** What the exercise asks **
Where the word "every" appears in a line below, copy the whole line.

══ Dataset

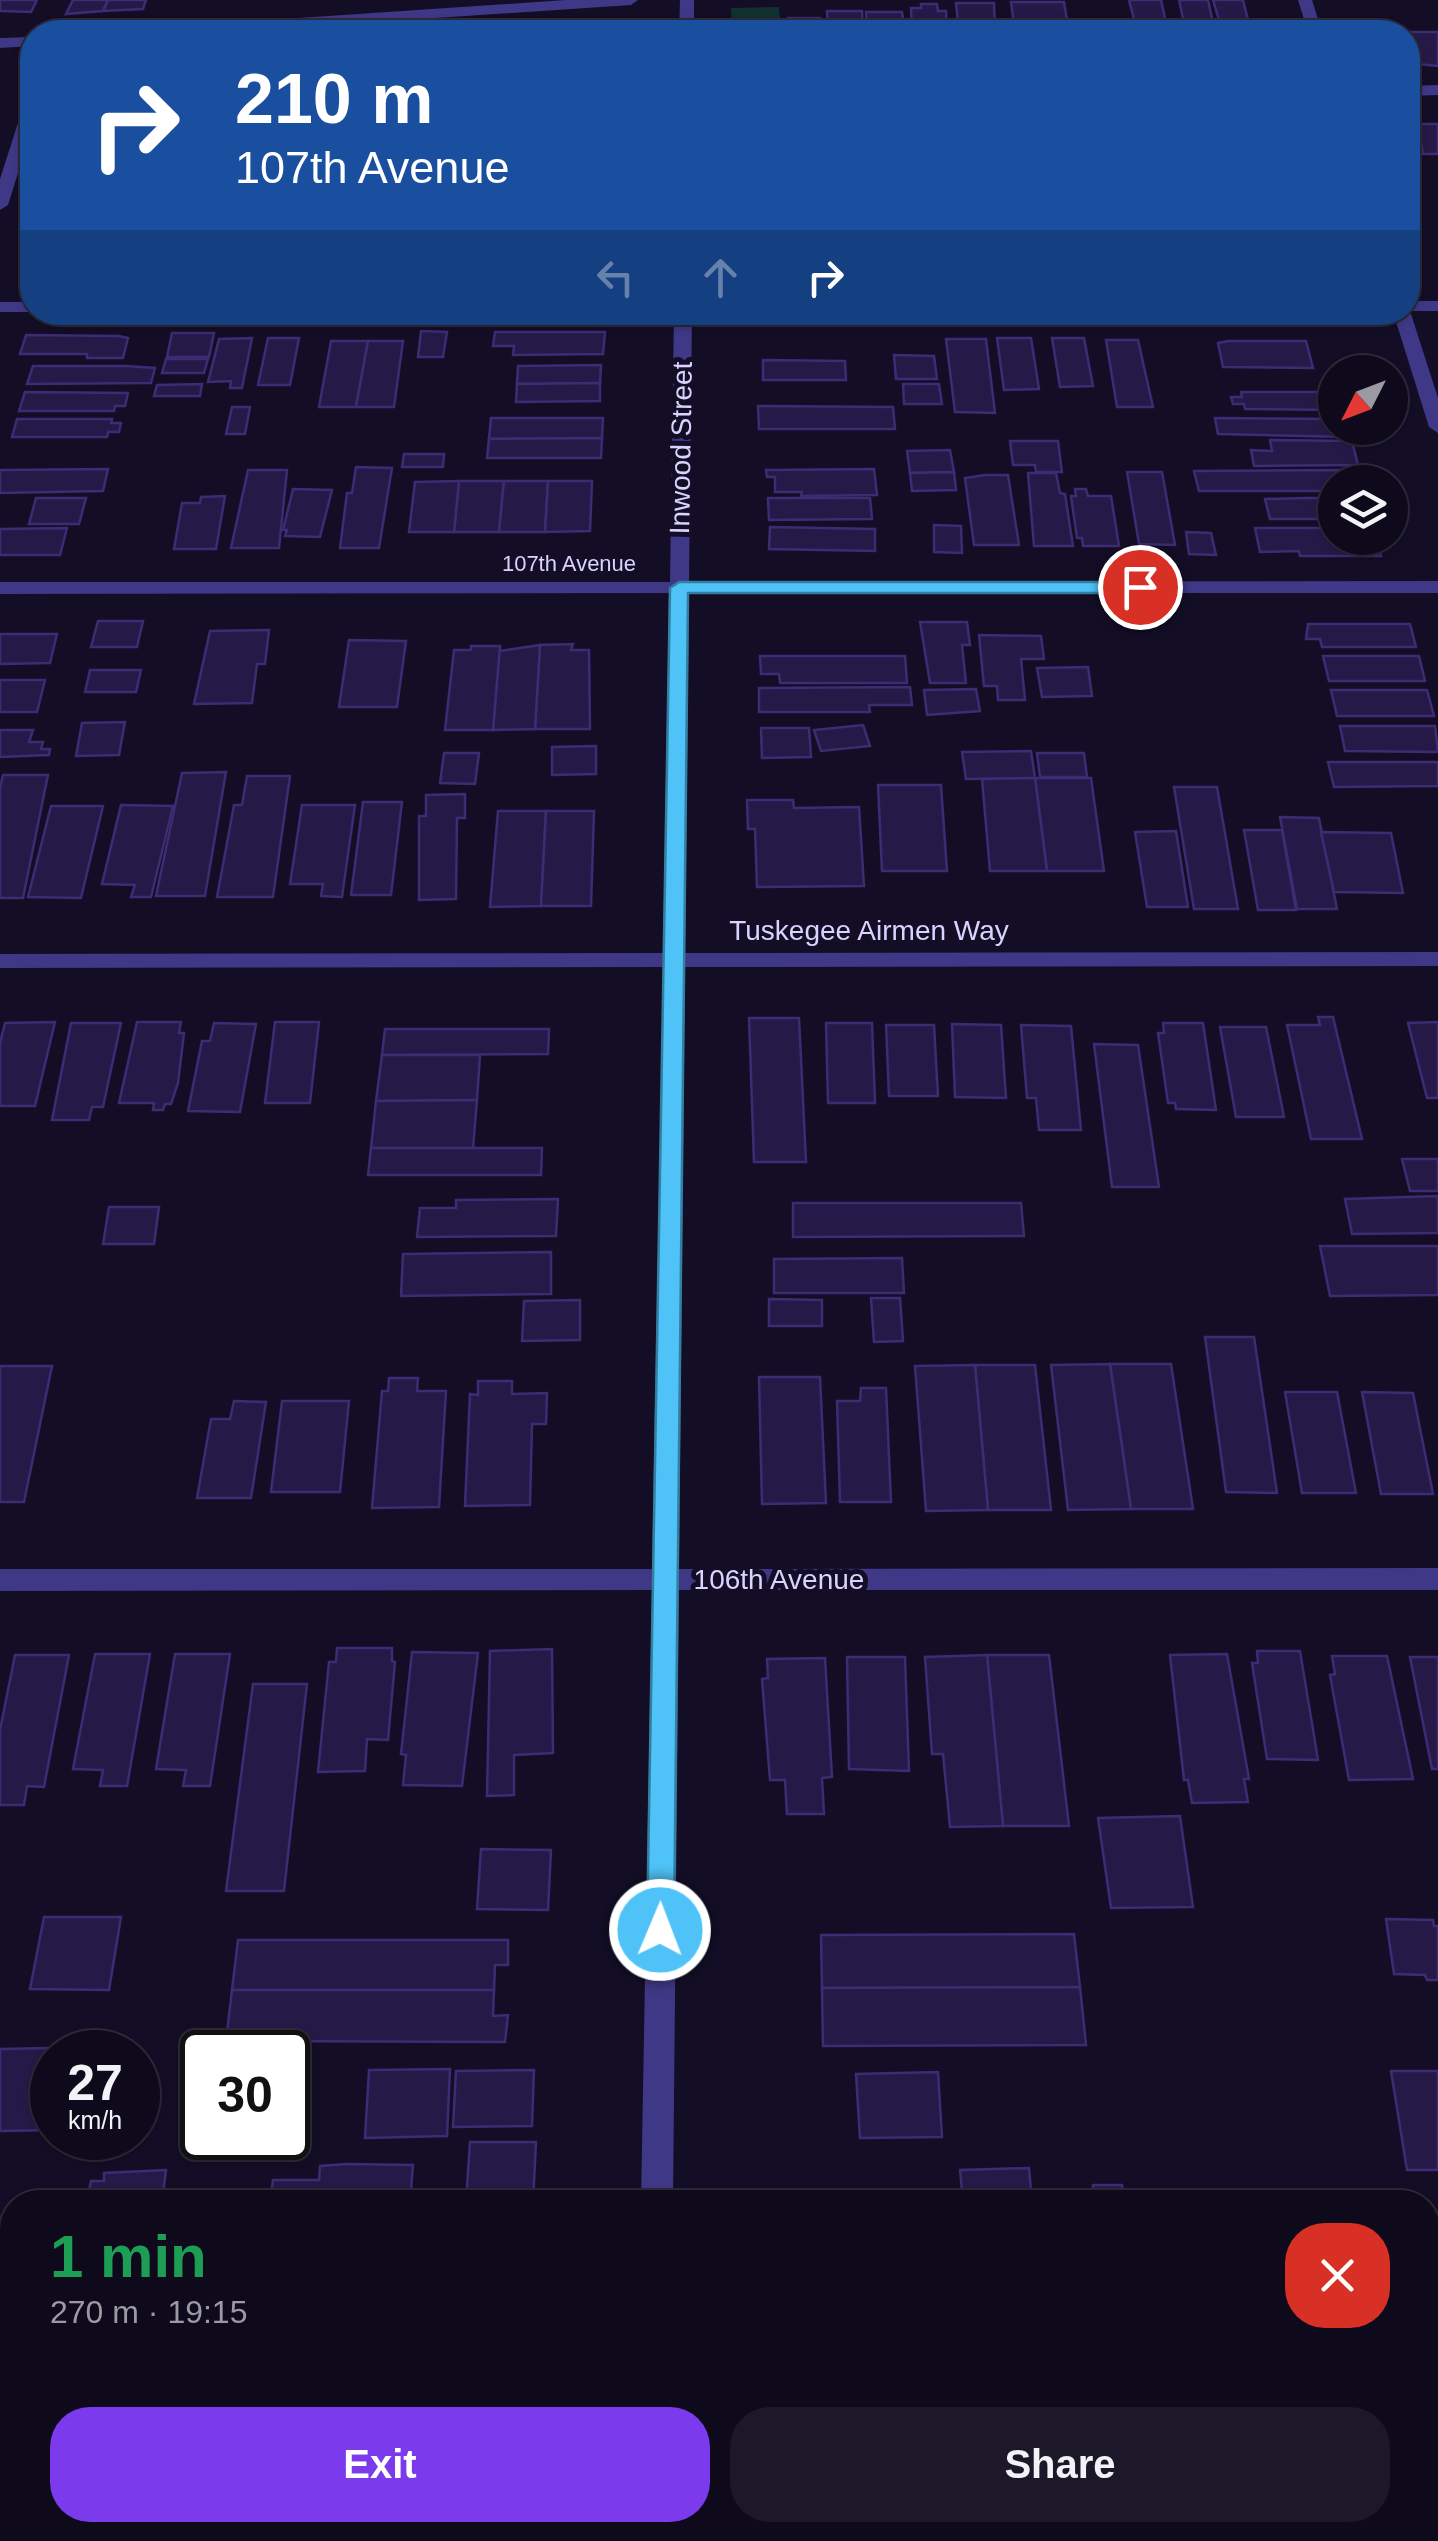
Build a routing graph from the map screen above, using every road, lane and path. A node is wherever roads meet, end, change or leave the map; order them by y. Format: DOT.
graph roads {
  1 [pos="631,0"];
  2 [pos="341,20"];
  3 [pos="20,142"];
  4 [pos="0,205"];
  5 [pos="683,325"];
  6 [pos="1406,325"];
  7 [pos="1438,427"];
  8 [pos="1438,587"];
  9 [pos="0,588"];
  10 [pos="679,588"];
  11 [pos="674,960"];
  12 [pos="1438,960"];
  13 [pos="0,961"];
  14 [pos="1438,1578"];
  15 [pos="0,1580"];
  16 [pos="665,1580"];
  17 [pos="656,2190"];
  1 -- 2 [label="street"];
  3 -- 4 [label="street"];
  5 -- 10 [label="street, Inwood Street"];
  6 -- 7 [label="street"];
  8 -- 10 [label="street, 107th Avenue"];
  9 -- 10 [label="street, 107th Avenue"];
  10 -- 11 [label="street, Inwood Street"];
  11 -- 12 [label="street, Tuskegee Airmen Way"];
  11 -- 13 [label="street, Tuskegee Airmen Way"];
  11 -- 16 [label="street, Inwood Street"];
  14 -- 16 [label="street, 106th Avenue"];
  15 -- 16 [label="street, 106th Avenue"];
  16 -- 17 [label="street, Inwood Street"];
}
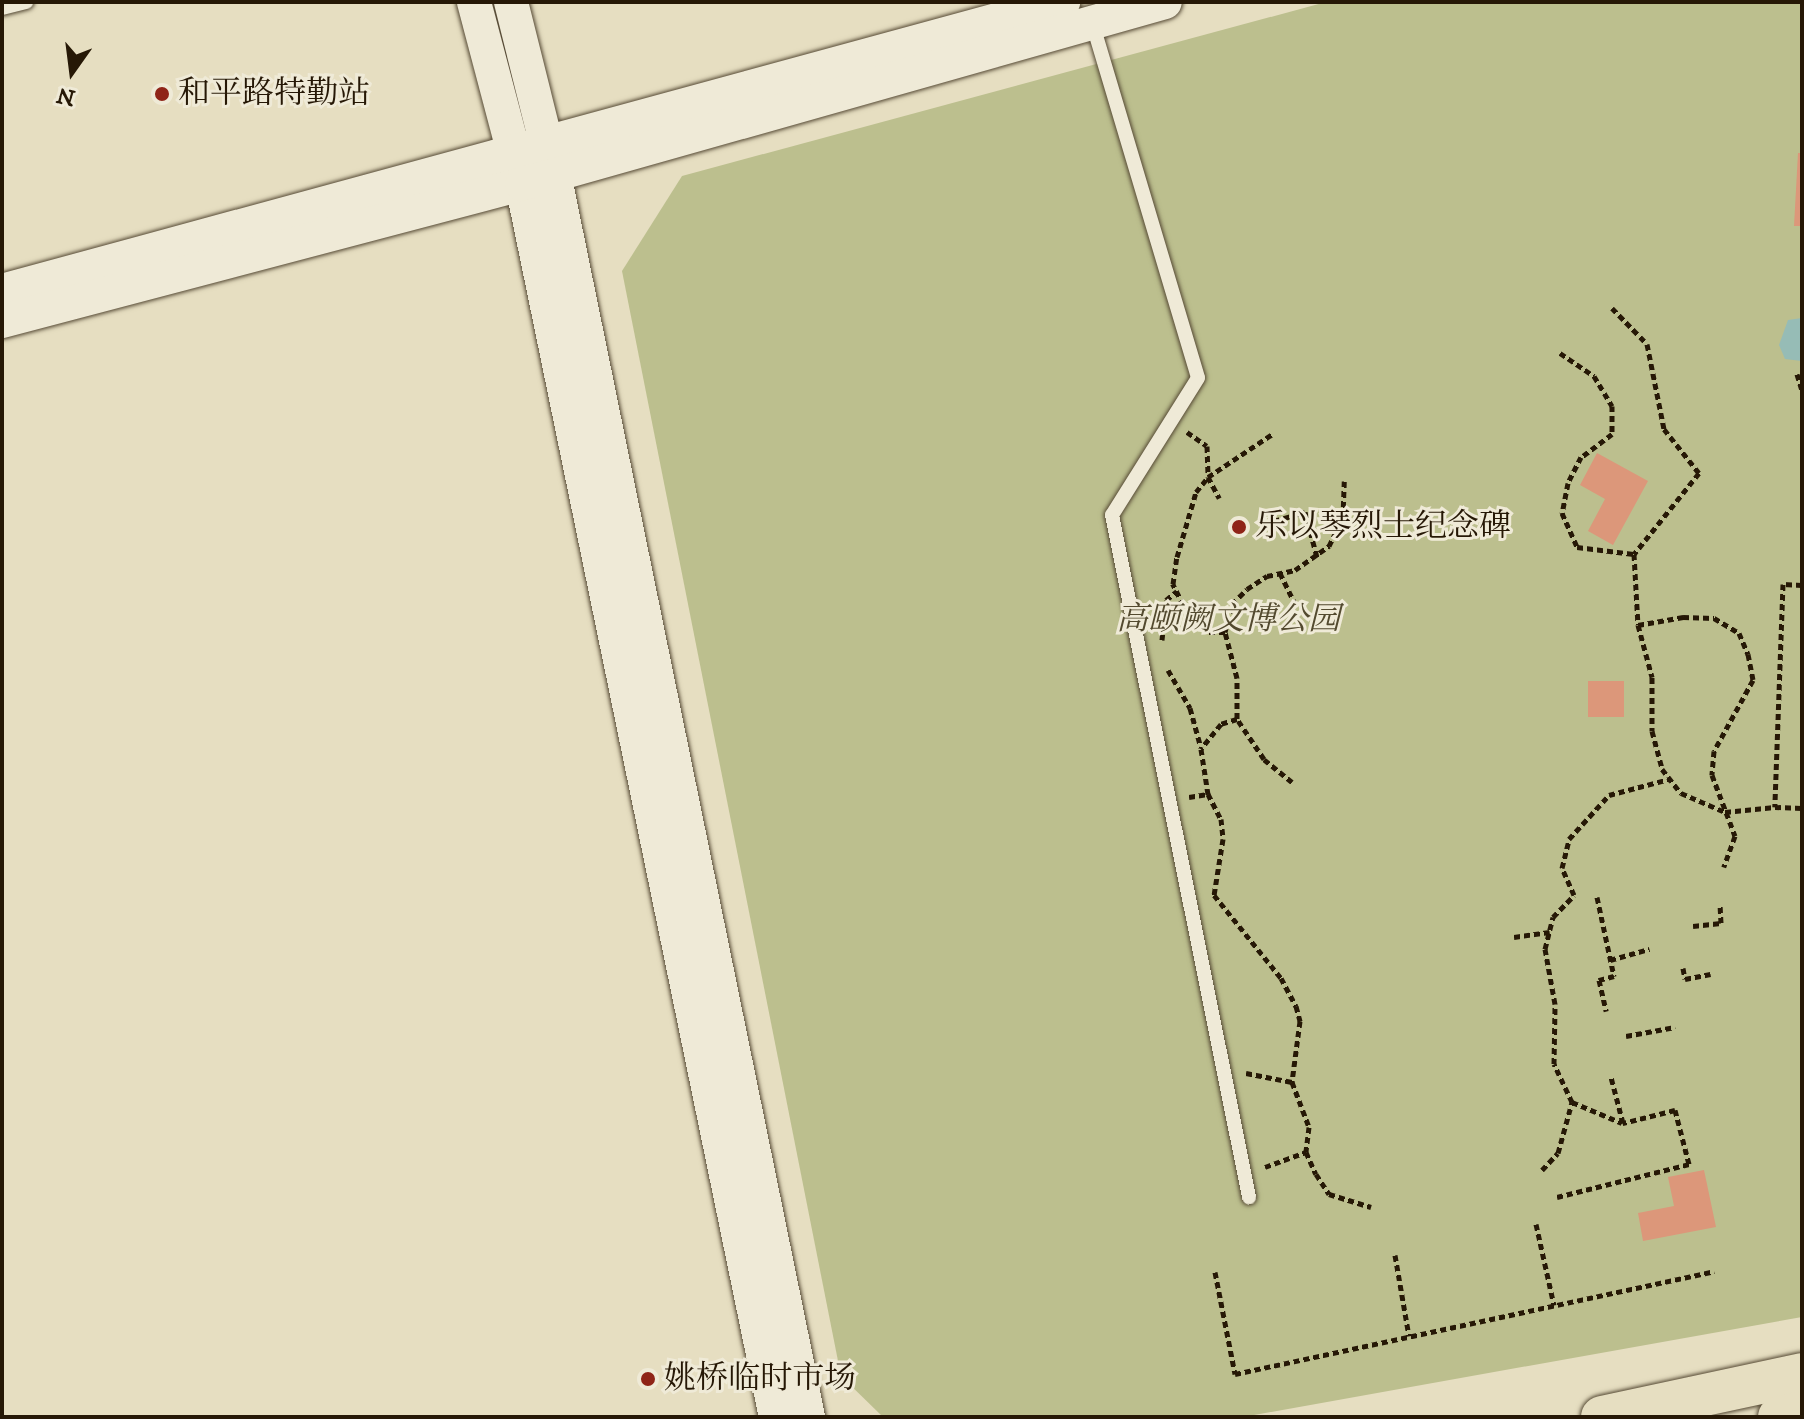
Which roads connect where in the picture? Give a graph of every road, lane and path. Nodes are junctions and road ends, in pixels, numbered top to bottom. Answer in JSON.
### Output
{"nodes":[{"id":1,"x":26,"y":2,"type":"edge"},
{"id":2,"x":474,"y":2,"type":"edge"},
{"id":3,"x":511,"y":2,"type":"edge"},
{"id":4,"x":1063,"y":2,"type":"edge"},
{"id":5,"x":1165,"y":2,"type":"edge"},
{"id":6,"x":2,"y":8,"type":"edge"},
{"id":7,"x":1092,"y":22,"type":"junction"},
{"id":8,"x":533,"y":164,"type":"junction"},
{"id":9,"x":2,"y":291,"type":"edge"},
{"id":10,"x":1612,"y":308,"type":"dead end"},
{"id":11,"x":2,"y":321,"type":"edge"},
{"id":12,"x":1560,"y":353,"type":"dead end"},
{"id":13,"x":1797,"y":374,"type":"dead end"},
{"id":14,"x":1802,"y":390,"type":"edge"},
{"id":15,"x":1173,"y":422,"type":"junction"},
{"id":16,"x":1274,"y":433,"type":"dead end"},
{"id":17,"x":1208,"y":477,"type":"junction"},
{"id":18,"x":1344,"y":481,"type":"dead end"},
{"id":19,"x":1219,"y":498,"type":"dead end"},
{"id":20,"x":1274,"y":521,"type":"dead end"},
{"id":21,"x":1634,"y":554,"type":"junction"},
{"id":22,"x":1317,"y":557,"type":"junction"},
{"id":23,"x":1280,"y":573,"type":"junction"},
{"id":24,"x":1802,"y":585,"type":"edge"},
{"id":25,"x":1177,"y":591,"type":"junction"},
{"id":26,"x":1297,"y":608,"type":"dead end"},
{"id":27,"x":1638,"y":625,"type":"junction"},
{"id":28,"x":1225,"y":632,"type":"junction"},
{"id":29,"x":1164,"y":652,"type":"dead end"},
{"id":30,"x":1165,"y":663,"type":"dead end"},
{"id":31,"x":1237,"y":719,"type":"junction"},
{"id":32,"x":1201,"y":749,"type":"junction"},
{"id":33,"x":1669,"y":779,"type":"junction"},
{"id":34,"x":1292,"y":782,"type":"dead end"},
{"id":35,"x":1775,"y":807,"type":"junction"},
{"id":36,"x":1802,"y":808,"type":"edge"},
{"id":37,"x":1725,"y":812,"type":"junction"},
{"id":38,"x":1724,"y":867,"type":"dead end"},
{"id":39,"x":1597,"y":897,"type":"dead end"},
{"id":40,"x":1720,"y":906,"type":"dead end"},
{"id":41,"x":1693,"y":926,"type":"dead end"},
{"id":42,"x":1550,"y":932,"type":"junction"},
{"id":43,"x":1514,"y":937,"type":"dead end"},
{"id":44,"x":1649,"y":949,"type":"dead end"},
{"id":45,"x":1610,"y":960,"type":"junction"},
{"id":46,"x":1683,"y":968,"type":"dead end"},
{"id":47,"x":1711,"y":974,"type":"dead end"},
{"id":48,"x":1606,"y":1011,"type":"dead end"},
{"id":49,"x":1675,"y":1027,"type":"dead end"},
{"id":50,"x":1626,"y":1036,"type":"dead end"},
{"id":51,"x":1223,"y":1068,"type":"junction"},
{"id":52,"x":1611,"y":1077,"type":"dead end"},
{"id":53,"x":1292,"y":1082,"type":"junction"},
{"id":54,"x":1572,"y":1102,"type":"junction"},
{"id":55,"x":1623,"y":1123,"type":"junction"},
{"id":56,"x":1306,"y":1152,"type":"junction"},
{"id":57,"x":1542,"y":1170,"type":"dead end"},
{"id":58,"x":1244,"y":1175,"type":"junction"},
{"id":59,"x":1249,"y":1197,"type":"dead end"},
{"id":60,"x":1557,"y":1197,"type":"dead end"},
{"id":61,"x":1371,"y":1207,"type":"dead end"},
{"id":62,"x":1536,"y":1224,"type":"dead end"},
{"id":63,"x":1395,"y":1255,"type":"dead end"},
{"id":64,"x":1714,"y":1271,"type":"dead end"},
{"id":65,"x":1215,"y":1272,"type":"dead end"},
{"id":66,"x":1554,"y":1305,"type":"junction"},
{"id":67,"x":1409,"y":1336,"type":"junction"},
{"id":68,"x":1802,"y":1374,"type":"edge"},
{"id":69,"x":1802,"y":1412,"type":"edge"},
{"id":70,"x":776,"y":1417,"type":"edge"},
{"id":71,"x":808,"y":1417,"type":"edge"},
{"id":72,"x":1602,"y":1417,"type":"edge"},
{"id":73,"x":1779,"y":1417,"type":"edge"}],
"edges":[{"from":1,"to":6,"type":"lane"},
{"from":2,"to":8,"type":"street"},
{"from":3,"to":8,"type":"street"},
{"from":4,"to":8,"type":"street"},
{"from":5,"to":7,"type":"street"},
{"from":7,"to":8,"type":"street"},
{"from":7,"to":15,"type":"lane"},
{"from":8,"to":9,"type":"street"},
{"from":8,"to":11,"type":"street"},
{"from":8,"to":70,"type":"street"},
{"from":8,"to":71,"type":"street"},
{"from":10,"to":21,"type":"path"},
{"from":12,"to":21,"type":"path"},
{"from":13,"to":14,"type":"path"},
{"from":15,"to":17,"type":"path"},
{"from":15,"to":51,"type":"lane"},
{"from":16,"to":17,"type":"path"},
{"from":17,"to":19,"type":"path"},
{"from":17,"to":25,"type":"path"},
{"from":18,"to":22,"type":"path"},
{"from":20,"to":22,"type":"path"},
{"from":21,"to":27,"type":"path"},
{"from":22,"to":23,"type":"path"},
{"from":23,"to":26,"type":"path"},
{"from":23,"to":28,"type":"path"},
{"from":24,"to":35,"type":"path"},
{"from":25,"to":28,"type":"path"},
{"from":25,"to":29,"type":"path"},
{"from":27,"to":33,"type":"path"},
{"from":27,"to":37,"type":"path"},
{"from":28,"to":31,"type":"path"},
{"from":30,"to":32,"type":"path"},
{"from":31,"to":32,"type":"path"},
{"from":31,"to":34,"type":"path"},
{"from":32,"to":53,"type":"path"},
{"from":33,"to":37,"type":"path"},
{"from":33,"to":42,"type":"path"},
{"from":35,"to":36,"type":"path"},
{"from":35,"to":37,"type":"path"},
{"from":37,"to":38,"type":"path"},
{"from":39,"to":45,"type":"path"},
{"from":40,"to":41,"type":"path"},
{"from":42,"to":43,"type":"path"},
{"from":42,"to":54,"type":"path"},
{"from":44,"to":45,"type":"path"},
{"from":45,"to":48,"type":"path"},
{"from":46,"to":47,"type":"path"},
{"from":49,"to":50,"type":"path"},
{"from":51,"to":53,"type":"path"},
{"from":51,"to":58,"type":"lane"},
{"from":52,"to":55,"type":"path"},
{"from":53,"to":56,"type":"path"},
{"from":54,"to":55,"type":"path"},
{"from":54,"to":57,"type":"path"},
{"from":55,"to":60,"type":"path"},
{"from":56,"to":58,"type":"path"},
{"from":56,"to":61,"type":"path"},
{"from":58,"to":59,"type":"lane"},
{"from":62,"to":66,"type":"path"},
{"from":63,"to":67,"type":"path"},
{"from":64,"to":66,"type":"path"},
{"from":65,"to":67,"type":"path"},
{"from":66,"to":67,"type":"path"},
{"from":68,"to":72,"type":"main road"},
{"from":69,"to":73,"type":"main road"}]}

════

** Response **
Build a routing graph from the map screen above, using every road, lane and path. A node is wherever roads meet, end, change or leave the map; order them by y. Format: DOT.
Which roads connect where in the picture? Give a graph of every road, lane and path. Nodes are junctions and road ends, in pixels, numbered top to bottom. Answer in JSON.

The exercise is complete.